A drone armed with a warhead hit the outer protective shell of Ukraine's Chernobyl nuclear plant on Friday, damaging the structure and briefly starting a fire, in an attack Kyiv blamed on Russia.
The Kremlin denied it was responsible.
Radiation levels at the shuttered plant in the Kyiv region — site of the world's worst nuclear accident — have not increased, according to the UN's International Atomic Energy Agency, which said the strike did not breach the plant's inner containment shell.
The IAEA did not attribute blame, saying only that its team stationed at the site heard an explosion and was informed that a drone had struck the shell.

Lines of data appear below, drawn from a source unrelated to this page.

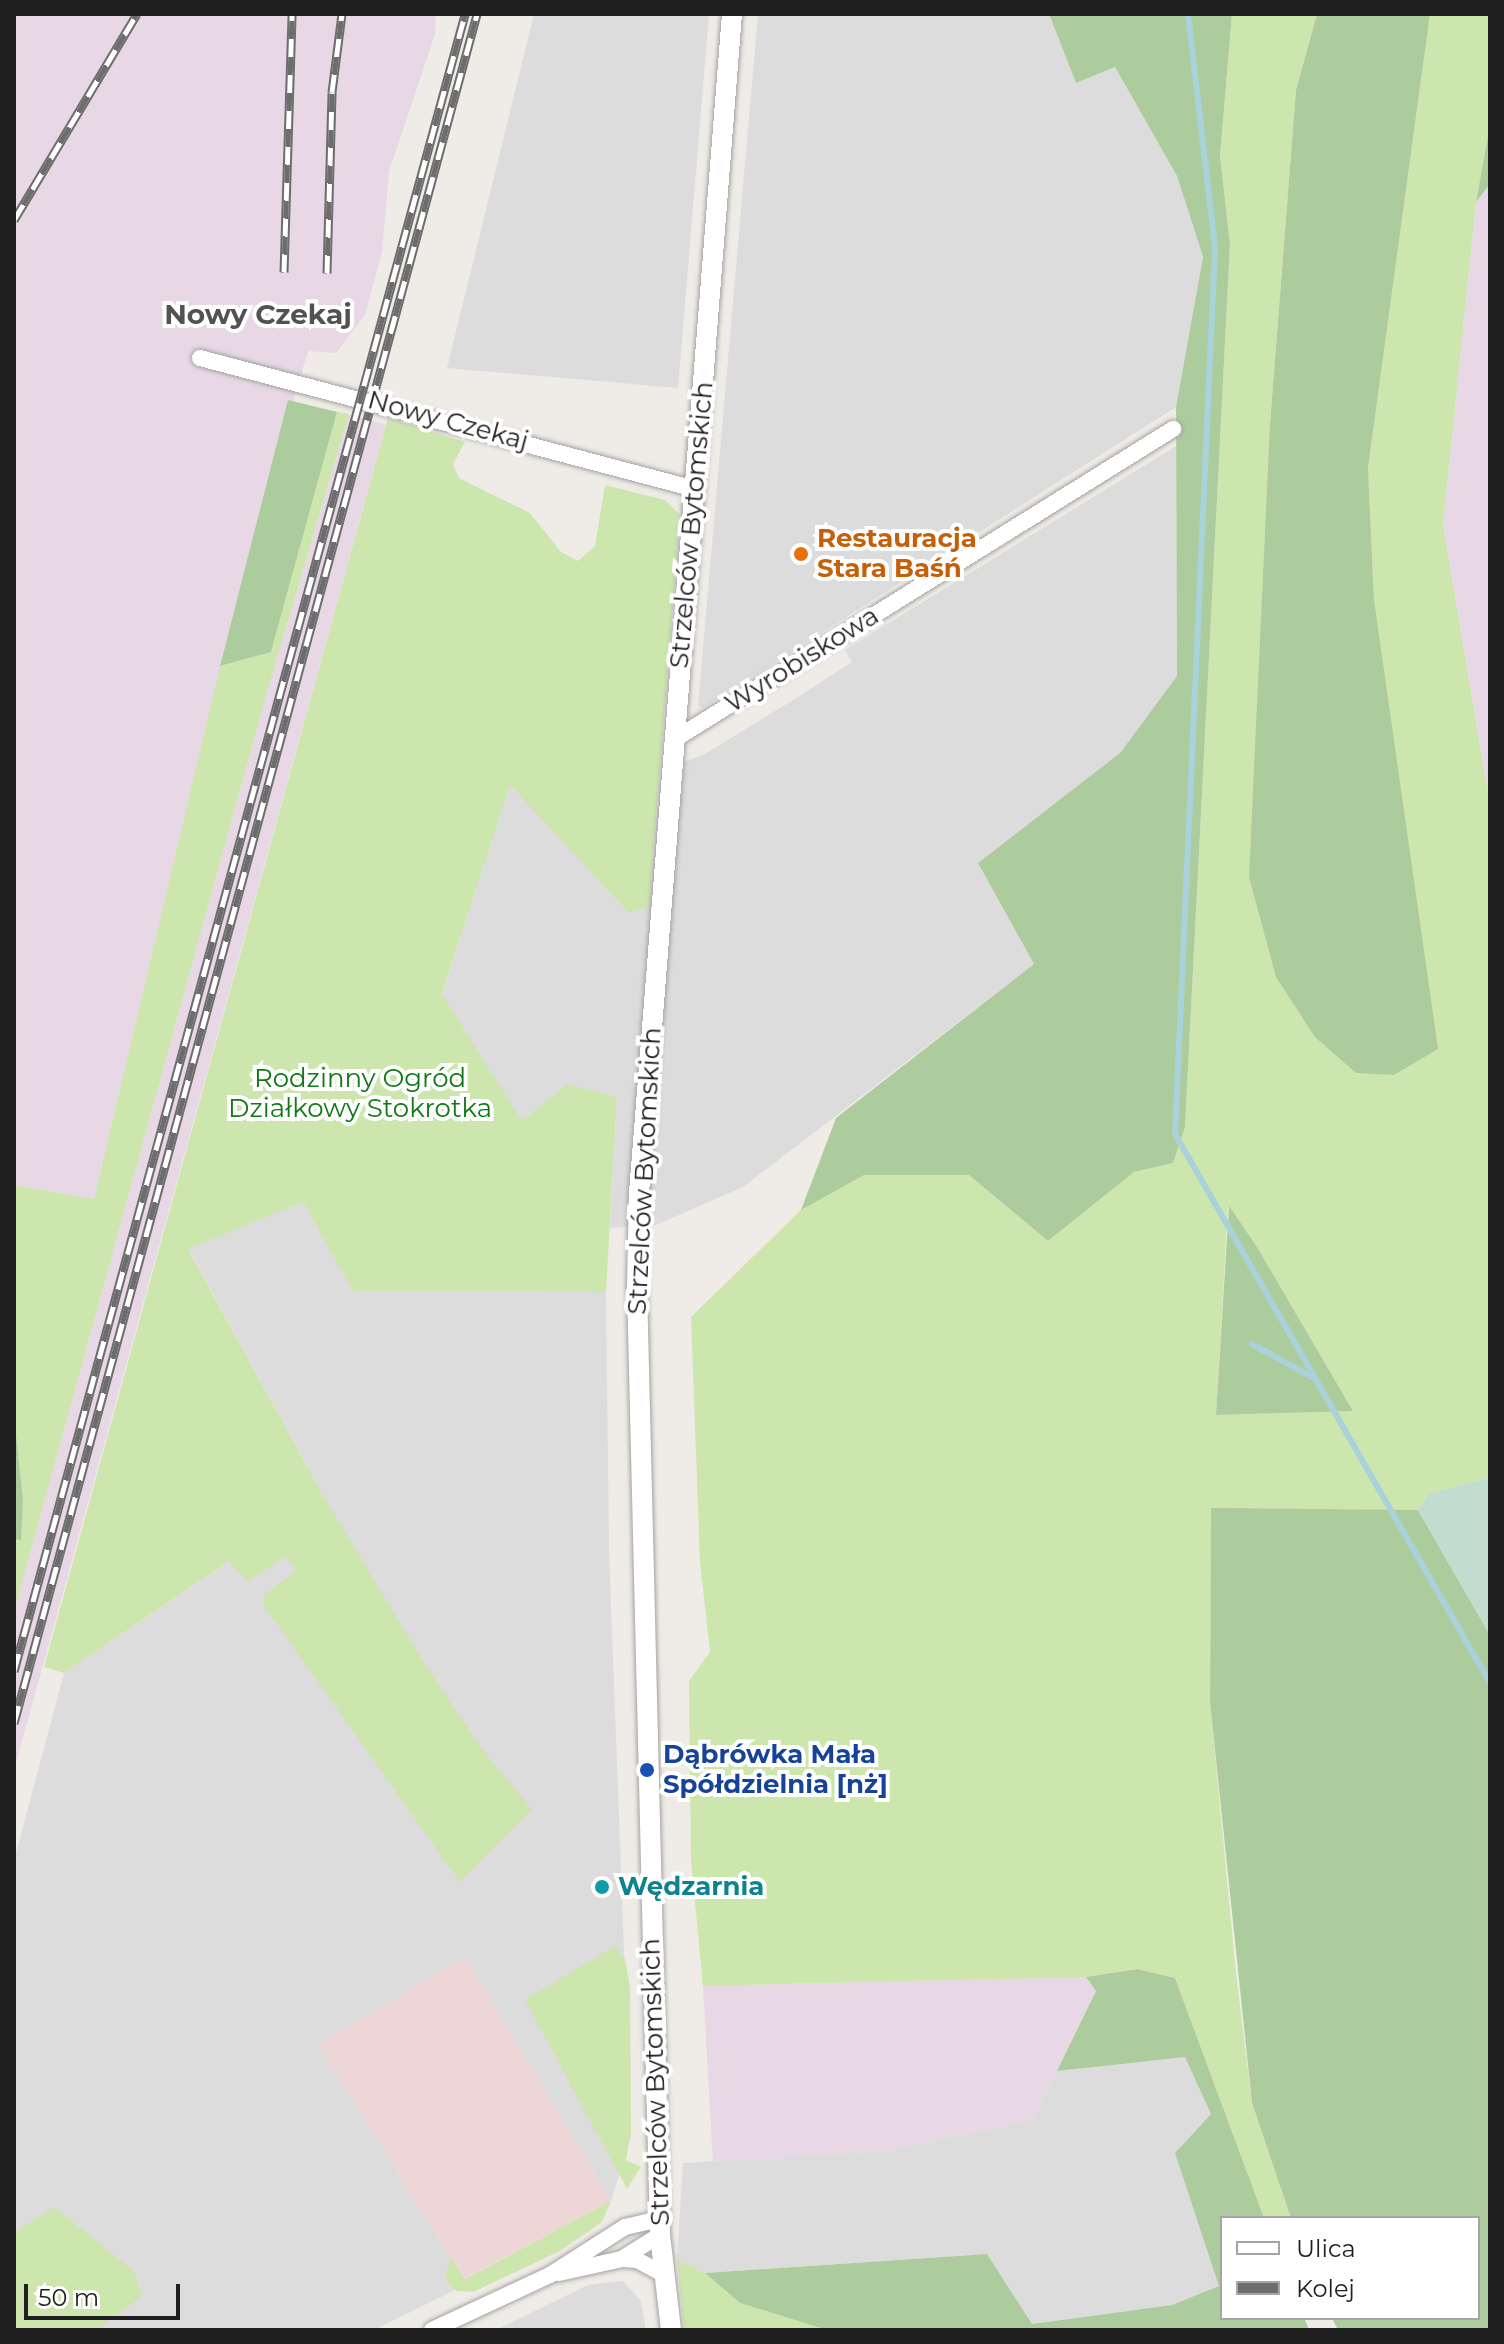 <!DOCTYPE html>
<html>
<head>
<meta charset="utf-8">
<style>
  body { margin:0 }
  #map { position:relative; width:1504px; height:2344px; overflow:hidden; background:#efebe6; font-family:Montserrat,sans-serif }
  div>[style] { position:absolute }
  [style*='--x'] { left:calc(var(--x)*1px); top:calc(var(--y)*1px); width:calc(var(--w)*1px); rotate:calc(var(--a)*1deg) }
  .residential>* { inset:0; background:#dddcdc }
  .commercial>* { inset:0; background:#efd6d6 }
  .industrial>* { inset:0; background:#e8d8e6 }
  .grass>* { inset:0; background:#cde6ae }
  .forest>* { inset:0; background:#adcc9d }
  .wetland>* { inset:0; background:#c3dcd0 }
  .stream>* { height:6px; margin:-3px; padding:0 3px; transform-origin:3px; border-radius:3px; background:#a9d2da }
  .roads { filter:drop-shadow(0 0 2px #a3a3a3) drop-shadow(0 0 2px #a3a3a3) }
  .minor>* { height:16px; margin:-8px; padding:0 8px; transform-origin:8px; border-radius:8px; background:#fff }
  .tertiary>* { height:20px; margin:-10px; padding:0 10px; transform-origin:10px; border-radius:10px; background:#fff }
  .rail>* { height:9px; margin-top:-4.5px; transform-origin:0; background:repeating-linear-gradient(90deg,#fff 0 18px,#6d6d6d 0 36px); box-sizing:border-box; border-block:2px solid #6d6d6d }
  .dots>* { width:22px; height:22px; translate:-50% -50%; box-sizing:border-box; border:4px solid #fff; border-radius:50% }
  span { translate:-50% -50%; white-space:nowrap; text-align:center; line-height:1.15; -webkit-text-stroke:8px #fff; paint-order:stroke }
  .street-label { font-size:26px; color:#1f1f1f }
  .food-label { font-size:26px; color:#c56008; font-weight:700 }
  .left { translate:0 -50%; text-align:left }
  .park-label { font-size:26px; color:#127815 }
  .transit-label { font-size:26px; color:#164399; font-weight:700 }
  .culture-label { font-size:26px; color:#0d838f; font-weight:700 }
  .neighbourhood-label { font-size:28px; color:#525252; font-weight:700 }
  .frame { position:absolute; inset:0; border:16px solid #1f1f1f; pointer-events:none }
  .legend { position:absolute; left:1220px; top:2216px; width:260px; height:104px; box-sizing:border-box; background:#fff; border:2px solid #a5a5a5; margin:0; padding:10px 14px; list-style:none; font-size:24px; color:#1f1f1f }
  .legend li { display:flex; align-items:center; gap:16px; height:40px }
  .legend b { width:40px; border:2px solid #a5a5a5 }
  .scale { position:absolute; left:24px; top:2284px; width:156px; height:36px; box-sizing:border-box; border:4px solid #1f1f1f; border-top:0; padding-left:10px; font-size:24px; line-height:28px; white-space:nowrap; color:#1f1f1f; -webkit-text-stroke:6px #fff; paint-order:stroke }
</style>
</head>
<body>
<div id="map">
  <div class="residential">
    <div style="clip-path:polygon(534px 14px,709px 14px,678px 388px,447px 368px)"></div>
    <div style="clip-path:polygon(758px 14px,1049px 14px,1076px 83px,1115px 67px,1177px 176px,1203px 257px,1176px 407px,703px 708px,698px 706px)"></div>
    <div style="clip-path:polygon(1176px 446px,1177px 676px,1120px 753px,978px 863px,1034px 964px,743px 1187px,656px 1225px,610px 1228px,617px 1097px,568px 1085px,522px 1122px,442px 995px,510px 784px,629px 912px,649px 906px,661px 770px,705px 754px,798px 697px,852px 662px,845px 650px)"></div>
    <div style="clip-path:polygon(303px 1202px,354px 1291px,606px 1292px,609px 1552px,631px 2137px,611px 2201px,465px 1957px,318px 2044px,467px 2284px,374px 2330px,14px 2330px,14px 1861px,64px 1673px,324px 1497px,188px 1248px)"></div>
    <div style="clip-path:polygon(1185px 2056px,1211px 2114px,1175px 2153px,1220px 2286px,1172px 2305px,1032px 2324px,987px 2254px,705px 2273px,677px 2260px,683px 2163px,885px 2151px,1032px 2120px,1057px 2071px)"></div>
    <div style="clip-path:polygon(623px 2281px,641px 2301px,646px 2330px,496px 2330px,588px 2285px)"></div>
  </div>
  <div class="commercial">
    <div style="clip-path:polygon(465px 1957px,611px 2201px,464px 2279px,318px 2044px)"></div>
  </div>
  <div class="industrial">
    <div style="clip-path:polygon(14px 14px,436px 14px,435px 34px,389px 171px,382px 252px,365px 315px,336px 353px,308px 351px,293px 402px,289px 401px,224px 650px,94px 1199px,14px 1185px)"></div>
    <div style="clip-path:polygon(1490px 184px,1490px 804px,1443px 525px,1476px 202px)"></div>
    <div style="clip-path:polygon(349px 414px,386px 425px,14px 1770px,14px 1612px,264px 703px)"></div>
    <div style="clip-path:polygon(1086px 1977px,1096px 1991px,1033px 2120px,885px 2151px,713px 2162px,703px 1986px)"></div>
  </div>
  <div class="grass">
    <div style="clip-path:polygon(evenodd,1232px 14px,1317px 14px,1296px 90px,1270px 424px,1374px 599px,1368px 468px,1430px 14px,1490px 14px,1490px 125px,1476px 202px,1443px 525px,1490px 804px,1490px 1477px,1428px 1494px,1418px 1510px,1211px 1509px,1210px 1702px,1236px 1974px,1252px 2103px,1291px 2218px,1264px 2218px,1175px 1978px,1136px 1969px,1086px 1977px,703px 1986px,691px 1861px,689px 1681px,710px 1652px,700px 1562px,691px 1317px,801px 1210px,863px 1175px,969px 1175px,1048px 1241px,1134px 1172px,1173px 1163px,1185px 1127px,1230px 244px,1220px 156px,1232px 14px,1228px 1207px,1257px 1247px,1353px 1411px,1216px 1415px,1228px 1207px)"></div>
    <div style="clip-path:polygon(337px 412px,349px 414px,264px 703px,14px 1612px,14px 1539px,21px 1539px,23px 1500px,14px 1415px,14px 1185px,94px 1199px,220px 666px,271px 652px)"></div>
    <div style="clip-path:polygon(388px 418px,465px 442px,453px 464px,459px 478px,530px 513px,561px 552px,578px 561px,595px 546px,605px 485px,665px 500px,680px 515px,649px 906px,629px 913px,510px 785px,442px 994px,522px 1121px,568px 1084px,617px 1097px,606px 1292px,353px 1291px,303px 1202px,188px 1249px,324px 1497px,423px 1661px,482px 1749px,532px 1809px,460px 1882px,264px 1606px,264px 1595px,296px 1571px,286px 1557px,247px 1581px,229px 1561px,64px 1673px,44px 1667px)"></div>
    <div style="clip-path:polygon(615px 1946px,625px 1959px,630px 1987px,631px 2131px,626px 2160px,641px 2167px,627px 2189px,525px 2000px)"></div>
    <div style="clip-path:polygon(611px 2201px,602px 2222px,560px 2251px,473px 2292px,456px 2291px,445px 2279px,450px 2257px,465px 2279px)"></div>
    <div style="clip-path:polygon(54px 2207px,135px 2272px,142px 2296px,97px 2330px,14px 2330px,14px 2233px)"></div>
    <div style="clip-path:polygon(677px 2260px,705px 2273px,740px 2303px,827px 2330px,684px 2330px)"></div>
  </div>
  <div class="forest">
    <div style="clip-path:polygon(1049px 14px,1232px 14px,1220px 156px,1230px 244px,1185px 1127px,1173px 1163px,1134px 1172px,1048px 1241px,969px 1175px,864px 1175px,801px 1210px,836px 1118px,1034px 964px,978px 863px,1120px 753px,1177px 676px,1176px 407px,1203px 257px,1177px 176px,1115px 67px,1076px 83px)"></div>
    <div style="clip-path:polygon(1317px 14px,1430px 14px,1368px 468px,1374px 600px,1438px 1049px,1394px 1075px,1356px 1073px,1315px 1037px,1276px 977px,1249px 877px,1270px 424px,1296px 90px)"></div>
    <div style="clip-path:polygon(1490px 125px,1490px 184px,1476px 202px)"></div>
    <div style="clip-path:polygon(288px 400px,337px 412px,271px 652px,220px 666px)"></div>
    <div style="clip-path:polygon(1229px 1206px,1257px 1247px,1353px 1411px,1216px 1415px)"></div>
    <div style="clip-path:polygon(14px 1415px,23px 1500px,21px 1540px,14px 1539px)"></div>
    <div style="clip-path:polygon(1211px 1508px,1418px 1510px,1490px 1635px,1490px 2330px,1338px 2330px,1332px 2318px,1478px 2318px,1478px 2218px,1291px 2218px,1252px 2103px,1210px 1702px)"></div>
    <div style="clip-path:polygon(1137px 1969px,1175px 1978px,1264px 2218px,1222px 2218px,1222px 2318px,1304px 2318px,1309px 2330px,827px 2330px,740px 2303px,705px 2273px,987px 2254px,1032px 2324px,1172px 2305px,1219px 2286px,1175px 2153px,1211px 2114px,1185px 2057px,1057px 2071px,1096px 1991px,1086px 1977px)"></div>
  </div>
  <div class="wetland">
    <div style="clip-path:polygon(1490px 1477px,1490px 1635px,1418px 1510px,1428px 1494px)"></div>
  </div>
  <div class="stream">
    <div style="--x:1188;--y:14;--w:235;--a:83.4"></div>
    <div style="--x:1215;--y:247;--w:888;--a:92.58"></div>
    <div style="--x:1175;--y:1134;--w:633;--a:60.15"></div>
    <div style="--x:1252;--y:1344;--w:68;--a:28.8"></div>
  </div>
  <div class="roads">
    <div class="minor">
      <div style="--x:200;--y:358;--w:512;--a:14.82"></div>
      <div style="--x:675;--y:739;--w:587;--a:-31.9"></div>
      <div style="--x:623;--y:2258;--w:44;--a:-31.9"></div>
      <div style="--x:559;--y:2273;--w:65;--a:-12.5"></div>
      <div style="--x:622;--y:2259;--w:15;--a:4"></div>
      <div style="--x:637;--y:2260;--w:30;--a:28"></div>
      <div style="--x:432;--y:2330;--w:130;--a:-25"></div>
      <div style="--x:550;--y:2275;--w:89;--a:-32.6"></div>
      <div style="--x:625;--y:2227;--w:36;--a:-13"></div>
    </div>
    <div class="tertiary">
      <div style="--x:671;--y:2330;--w:96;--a:-96.6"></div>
      <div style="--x:660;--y:2235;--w:947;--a:-91.39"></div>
      <div style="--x:637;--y:1288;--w:95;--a:-88.8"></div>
      <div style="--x:639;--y:1193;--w:1183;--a:-85.49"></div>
    </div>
  </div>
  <div class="rail">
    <div style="--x:14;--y:220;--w:240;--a:-59.2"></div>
    <div style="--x:284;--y:272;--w:258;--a:-88.2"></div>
    <div style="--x:327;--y:273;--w:181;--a:-88.4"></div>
    <div style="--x:332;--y:92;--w:79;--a:-82.7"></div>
    <div style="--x:14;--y:1671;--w:1717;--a:-74.77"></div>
    <div style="--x:14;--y:1723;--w:1771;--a:-74.84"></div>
  </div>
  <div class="dots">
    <div style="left:801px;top:554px;background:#e8710a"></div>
    <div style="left:647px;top:1770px;background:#1a4fb4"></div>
    <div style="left:602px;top:1887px;background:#0f9aa8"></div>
  </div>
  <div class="street-label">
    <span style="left:448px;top:421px;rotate:15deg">Nowy Czekaj</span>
    <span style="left:692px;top:525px;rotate:-85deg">Strzelców Bytomskich</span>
    <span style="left:802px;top:660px;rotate:-32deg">Wyrobiskowa</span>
    <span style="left:645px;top:1171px;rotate:-87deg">Strzelców Bytomskich</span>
    <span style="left:656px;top:2082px;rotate:-92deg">Strzelców Bytomskich</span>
  </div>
  <div class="food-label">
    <span class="left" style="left:817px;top:554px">Restauracja<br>Stara Baśń</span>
  </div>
  <div class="park-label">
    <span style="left:360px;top:1094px">Rodzinny Ogród<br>Działkowy Stokrotka</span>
  </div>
  <div class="transit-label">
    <span class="left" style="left:663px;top:1770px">Dąbrówka Mała<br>Spółdzielnia [nż]</span>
  </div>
  <div class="culture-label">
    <span class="left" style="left:618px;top:1887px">Wędzarnia</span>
  </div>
  <div class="neighbourhood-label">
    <span style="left:258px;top:314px">Nowy Czekaj</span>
  </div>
  <div class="frame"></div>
  <ul class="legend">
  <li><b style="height:10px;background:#fff"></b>Ulica</li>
  <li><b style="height:10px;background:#6d6d6d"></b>Kolej</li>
  </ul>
  <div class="scale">50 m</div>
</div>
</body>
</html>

Fighting around nuclear power plants has repeatedly raised fears of a nuclear catastrophe during three years of war, particularly in a country where many vividly remember living through the 1986 Chernobyl disaster, which killed at least 30 people and spewed radioactive fallout over much of the Northern Hemisphere.
The Zaporizhzhia nuclear power plant, which is Europe’s biggest, has occasionally been hit by drones during the war without causing significant damage.
The strike came two days after US President Donald Trump upended American policy on Ukraine, saying he would meet with Russian President Vladimir Putin to discuss ending the war.
The move seemed to identify Putin as the only player that matters and looked set to sideline Ukrainian President Volodymyr Zelensky, as well as European governments, in any peace talks.
Zelensky said a Russian drone with a high-explosive warhead hit the plant's outer shell and started a fire, which had been put out.
The shell was built in 2016 over another heavy concrete containment structure, which was placed on the plant’s fourth reactor soon after the 1986 disaster.